NeoRx will provide $2.5 million over 26 months, approximately $140,000 of which will be paid in 2005, to support the research at Scripps Florida. In addition, the company will have the option to negotiate a worldwide exclusive license to any compounds developed through the collaboration. For its part, Scripps Florida will identify, test and evaluate the preclinical activities of various chemicals as part of the collaboration.
"We are excited to have selected NeoRx as our first biotech partner at Scripps Florida and to move forward with this collaboration to identify potential cancer treatments," said Dr. Richard A. Lerner, president of Scripps Research.
The collaboration is led by Dr.
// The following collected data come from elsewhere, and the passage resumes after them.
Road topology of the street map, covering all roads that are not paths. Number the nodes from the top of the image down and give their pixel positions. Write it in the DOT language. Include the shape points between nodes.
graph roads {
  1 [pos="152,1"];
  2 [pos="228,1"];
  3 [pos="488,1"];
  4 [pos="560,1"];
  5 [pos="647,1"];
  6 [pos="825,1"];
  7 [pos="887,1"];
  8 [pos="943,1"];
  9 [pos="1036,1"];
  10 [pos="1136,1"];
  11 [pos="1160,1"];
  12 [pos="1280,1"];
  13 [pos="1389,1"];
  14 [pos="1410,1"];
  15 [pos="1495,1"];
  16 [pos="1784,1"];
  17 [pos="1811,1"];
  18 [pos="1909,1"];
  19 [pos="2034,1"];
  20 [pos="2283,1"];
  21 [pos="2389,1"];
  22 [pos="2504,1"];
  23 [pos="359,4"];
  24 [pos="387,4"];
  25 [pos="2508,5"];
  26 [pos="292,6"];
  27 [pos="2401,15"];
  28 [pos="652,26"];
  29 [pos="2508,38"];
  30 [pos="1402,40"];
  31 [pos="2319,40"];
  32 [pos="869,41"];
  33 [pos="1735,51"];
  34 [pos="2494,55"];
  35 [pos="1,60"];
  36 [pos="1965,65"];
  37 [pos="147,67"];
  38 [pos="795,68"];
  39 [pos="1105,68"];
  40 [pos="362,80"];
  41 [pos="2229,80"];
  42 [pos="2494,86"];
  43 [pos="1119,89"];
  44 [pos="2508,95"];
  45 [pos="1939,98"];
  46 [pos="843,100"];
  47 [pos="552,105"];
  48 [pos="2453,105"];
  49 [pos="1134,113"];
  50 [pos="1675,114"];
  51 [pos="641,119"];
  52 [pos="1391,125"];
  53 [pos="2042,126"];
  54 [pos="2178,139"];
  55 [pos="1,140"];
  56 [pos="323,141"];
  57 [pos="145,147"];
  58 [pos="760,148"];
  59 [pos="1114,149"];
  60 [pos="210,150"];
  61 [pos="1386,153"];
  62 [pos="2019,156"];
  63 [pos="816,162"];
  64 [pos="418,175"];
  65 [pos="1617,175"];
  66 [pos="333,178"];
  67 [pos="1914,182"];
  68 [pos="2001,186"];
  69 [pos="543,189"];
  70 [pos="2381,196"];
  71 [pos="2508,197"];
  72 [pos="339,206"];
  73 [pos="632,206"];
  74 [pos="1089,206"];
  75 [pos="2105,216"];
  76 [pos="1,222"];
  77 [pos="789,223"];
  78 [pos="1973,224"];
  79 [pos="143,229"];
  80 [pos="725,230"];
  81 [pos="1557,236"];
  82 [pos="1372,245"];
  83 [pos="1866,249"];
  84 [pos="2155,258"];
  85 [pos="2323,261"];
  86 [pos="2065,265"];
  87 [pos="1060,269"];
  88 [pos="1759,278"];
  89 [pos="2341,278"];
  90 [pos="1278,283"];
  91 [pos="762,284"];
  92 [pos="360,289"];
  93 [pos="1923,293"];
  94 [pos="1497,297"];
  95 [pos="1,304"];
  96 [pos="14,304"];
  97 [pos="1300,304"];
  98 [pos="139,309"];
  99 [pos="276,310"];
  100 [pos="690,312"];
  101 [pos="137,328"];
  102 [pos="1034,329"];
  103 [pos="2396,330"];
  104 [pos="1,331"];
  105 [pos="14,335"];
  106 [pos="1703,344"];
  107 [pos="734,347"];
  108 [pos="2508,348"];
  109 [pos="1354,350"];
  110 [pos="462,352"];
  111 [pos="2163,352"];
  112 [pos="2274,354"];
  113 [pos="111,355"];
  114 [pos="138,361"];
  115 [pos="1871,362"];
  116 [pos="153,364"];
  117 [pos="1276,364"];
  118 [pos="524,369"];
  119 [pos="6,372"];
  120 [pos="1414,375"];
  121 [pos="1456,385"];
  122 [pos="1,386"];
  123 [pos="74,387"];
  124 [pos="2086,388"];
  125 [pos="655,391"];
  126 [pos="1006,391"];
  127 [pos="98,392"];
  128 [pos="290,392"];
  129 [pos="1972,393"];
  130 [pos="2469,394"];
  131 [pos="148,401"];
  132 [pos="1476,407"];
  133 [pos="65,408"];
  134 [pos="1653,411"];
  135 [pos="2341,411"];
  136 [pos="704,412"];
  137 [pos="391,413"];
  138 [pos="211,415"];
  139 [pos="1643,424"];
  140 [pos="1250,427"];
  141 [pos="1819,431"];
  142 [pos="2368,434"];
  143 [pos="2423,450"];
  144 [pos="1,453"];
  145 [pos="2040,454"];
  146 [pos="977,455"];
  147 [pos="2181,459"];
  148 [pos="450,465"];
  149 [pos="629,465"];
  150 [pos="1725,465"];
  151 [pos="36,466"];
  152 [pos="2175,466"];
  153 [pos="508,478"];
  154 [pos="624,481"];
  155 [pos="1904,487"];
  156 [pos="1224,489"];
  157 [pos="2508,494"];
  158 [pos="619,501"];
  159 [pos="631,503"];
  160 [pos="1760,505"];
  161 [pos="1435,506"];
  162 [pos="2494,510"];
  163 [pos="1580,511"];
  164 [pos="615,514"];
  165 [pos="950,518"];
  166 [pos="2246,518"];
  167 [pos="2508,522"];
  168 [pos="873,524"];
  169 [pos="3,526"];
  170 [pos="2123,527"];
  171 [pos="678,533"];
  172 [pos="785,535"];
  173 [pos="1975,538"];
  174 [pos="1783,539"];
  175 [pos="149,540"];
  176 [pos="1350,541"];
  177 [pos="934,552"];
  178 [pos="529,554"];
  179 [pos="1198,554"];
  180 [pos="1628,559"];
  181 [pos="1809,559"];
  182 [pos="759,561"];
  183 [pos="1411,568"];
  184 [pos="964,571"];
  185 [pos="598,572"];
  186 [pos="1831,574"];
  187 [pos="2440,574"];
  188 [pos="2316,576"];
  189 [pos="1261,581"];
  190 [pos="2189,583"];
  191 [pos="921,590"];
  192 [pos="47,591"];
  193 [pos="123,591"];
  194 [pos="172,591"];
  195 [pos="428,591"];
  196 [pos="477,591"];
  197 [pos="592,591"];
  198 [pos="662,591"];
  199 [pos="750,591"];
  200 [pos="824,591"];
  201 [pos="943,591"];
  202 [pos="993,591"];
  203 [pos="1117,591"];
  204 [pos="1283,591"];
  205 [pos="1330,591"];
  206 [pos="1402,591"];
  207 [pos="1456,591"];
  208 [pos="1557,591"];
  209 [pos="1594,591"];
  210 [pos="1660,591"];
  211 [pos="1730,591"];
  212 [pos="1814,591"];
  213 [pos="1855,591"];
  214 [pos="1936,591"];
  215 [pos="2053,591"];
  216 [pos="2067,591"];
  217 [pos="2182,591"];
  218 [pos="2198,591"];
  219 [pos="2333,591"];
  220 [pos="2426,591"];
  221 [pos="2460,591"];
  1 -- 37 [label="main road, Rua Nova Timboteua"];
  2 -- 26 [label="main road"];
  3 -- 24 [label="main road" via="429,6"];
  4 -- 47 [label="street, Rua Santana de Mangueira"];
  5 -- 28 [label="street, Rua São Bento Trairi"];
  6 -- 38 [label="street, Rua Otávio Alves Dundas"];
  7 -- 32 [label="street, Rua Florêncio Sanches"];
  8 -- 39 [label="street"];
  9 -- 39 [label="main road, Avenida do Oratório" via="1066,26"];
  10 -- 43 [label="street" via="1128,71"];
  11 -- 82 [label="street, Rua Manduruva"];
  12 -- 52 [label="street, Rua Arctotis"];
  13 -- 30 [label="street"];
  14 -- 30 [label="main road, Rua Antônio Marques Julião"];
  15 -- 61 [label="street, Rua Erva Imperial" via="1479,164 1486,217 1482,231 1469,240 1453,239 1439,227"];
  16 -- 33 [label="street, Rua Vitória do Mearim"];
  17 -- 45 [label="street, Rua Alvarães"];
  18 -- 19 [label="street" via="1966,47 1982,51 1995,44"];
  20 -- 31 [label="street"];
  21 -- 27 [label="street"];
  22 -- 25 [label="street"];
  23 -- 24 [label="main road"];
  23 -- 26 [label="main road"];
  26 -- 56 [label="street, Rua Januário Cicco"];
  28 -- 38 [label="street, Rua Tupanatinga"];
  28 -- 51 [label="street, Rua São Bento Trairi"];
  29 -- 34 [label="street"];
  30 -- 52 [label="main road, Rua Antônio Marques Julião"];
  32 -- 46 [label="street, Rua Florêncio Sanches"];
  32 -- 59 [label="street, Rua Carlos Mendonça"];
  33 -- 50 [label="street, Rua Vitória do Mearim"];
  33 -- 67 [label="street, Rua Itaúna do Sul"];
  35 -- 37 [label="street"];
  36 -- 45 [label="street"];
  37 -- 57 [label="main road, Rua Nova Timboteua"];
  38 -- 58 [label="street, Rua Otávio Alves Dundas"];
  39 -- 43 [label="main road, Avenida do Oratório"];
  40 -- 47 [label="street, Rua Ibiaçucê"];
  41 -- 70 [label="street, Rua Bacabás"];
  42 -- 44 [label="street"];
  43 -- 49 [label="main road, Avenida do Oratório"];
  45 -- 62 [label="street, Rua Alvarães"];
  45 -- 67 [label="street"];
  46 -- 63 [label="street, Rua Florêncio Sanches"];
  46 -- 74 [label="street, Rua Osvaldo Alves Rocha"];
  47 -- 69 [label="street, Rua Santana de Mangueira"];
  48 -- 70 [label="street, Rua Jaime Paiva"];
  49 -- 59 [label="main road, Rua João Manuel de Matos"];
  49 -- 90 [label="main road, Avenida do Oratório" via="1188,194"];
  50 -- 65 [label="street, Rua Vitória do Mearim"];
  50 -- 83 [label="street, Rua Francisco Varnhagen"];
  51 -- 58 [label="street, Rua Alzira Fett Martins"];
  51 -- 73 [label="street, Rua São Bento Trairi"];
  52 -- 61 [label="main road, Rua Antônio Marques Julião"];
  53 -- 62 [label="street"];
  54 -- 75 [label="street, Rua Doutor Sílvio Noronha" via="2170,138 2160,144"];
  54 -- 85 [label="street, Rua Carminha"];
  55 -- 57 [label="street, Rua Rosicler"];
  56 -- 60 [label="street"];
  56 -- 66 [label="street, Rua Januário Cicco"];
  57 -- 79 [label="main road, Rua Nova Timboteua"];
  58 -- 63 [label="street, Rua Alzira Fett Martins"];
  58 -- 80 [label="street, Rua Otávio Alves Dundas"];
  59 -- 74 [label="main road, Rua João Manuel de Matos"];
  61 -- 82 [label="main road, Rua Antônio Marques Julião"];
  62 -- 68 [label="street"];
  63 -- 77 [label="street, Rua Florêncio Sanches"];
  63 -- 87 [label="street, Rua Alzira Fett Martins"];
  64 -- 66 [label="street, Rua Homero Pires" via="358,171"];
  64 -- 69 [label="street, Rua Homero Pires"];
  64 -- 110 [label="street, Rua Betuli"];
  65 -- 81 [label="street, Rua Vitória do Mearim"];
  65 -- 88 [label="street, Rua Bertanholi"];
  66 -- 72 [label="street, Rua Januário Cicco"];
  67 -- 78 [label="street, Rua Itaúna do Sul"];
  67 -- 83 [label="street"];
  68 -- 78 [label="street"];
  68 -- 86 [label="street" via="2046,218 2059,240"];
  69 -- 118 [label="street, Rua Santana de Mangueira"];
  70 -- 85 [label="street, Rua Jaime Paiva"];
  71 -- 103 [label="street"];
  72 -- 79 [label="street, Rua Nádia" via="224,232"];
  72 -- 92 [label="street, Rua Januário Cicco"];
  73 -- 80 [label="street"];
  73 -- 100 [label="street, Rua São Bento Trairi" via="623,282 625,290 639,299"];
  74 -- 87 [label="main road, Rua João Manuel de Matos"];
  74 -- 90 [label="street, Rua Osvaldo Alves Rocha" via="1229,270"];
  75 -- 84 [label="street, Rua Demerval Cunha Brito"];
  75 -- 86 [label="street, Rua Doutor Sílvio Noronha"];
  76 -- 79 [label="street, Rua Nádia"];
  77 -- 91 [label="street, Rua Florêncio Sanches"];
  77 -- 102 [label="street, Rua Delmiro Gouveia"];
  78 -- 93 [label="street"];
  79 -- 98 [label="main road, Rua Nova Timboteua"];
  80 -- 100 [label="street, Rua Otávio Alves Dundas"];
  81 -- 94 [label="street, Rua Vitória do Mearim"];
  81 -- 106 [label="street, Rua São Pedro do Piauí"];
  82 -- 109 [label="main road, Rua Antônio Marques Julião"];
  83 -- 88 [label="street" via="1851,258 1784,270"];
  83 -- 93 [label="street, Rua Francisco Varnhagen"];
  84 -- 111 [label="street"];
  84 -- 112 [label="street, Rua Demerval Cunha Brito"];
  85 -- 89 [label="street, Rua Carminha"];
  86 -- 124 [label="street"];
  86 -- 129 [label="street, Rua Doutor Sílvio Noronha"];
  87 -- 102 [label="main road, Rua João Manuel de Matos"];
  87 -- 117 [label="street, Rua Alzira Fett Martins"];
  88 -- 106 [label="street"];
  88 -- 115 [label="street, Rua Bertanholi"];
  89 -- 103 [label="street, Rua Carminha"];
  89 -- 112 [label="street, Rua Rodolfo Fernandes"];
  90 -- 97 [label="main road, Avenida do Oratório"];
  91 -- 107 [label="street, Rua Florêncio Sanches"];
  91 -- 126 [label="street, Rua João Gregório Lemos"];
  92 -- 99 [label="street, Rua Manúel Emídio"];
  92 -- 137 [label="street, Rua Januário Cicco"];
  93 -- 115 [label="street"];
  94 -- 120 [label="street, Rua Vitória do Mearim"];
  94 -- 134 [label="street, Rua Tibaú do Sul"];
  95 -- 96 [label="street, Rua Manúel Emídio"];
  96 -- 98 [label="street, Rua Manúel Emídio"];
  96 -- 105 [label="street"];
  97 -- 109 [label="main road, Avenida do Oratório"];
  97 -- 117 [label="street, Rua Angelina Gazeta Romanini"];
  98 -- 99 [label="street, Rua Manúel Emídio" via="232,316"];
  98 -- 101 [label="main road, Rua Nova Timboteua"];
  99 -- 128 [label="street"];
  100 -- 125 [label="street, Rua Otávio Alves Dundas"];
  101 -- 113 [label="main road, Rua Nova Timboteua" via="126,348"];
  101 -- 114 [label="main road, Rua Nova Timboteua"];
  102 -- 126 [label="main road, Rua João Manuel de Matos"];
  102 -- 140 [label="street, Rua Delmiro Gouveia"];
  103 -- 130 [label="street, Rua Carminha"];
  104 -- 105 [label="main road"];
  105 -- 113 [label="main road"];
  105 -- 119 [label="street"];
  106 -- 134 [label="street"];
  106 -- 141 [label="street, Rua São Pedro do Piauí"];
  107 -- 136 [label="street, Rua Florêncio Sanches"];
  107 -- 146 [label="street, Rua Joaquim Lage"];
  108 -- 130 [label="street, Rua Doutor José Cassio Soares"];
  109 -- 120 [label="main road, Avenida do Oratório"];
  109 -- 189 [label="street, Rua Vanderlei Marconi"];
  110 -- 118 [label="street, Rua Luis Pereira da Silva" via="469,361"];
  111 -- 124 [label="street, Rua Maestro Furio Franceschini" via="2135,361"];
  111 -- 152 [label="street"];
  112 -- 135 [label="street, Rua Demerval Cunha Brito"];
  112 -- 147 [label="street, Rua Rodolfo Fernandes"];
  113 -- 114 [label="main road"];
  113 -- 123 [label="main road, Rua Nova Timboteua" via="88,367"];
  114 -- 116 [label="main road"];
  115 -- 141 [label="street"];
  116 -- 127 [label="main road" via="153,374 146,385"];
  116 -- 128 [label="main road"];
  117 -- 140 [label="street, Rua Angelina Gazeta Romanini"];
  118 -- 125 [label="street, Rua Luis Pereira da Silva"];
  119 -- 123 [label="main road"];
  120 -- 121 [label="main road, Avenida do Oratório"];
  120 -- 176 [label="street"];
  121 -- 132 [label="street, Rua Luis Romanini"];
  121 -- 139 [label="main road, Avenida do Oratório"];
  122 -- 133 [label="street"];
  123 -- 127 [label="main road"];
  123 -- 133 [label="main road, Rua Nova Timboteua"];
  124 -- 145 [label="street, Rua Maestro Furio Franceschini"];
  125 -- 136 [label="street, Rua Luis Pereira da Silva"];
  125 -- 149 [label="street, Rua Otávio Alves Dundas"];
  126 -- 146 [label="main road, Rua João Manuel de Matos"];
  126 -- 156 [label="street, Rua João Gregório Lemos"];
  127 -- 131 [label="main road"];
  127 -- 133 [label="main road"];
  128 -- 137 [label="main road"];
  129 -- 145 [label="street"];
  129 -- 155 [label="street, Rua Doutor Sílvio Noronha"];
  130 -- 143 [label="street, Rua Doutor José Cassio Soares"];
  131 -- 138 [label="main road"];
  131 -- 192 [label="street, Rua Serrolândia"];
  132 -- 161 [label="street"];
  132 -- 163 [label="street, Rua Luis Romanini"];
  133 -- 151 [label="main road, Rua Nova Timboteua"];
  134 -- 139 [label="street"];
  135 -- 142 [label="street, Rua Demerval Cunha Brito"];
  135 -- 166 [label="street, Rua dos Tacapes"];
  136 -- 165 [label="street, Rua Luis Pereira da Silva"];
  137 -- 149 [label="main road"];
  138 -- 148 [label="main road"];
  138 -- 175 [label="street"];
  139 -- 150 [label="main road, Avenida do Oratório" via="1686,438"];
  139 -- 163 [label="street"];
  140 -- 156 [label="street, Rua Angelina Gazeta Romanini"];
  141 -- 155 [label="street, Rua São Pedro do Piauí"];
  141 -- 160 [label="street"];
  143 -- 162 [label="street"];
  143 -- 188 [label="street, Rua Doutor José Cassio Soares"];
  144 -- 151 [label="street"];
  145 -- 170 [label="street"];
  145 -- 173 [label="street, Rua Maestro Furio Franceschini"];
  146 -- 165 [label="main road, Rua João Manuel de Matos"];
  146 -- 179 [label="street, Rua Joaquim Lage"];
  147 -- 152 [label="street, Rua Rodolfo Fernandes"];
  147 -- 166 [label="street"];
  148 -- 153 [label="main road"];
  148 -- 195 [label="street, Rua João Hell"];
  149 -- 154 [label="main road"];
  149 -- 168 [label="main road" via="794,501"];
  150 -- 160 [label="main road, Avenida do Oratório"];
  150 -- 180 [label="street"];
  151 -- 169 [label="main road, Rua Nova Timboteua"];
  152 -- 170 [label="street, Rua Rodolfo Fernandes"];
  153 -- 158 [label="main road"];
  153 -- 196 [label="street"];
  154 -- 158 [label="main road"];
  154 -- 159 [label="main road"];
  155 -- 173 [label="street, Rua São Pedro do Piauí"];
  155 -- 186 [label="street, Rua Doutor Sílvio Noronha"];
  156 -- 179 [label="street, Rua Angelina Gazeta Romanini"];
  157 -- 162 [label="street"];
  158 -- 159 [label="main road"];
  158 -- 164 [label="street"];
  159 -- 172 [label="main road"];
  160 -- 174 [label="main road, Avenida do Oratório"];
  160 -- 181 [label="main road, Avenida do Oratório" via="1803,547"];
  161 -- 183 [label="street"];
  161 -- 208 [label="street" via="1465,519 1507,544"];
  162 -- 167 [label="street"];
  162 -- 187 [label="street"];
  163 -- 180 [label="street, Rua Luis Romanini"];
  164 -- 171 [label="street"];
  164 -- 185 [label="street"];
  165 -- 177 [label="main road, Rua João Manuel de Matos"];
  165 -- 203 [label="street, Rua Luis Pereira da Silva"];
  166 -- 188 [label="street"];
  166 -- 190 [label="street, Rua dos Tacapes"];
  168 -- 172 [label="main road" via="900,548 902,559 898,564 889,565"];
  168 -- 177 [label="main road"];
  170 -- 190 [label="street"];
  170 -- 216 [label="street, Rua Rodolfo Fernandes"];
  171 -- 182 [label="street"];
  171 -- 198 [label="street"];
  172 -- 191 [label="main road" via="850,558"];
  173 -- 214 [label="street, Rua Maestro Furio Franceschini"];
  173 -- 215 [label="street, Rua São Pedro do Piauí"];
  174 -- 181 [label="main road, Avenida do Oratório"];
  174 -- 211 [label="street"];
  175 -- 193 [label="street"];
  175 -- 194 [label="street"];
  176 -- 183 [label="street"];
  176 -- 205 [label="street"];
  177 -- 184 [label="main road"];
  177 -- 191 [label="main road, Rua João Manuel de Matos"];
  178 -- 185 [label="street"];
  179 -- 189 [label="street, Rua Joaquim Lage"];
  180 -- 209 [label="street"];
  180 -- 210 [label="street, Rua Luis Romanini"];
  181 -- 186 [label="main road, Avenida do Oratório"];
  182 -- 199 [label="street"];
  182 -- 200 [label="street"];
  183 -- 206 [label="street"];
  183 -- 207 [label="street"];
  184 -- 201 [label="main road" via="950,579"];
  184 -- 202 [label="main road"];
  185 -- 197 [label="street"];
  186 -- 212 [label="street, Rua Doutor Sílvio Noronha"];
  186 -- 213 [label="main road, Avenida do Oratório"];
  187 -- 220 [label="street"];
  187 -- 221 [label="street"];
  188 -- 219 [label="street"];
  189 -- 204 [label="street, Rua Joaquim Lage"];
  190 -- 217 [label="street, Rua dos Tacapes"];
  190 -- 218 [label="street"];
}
Chris Liang, director of medicinal chemistry at Scripps Florida, whose work has focused on the treatment of cancer, arthritis and asthma. He previously served as director of chemistry while NeoRx's McMahon was president at biopharmaceutcial company SUGEN, While at SUGEN, Liang and McMahon were involved in the discovery and development of Sutent, which Pfizer—which has since acquired SUGEN-—currently has in registrational trials.
"In addition, Dr. Liang has designed computational methods to design chemicals to block various family members of the 518 protein kinases that are present in the human genome," McMahon notes.
One of the aims of the collaboration with Scripps is to broaden the cancer portfolio of NeoRx.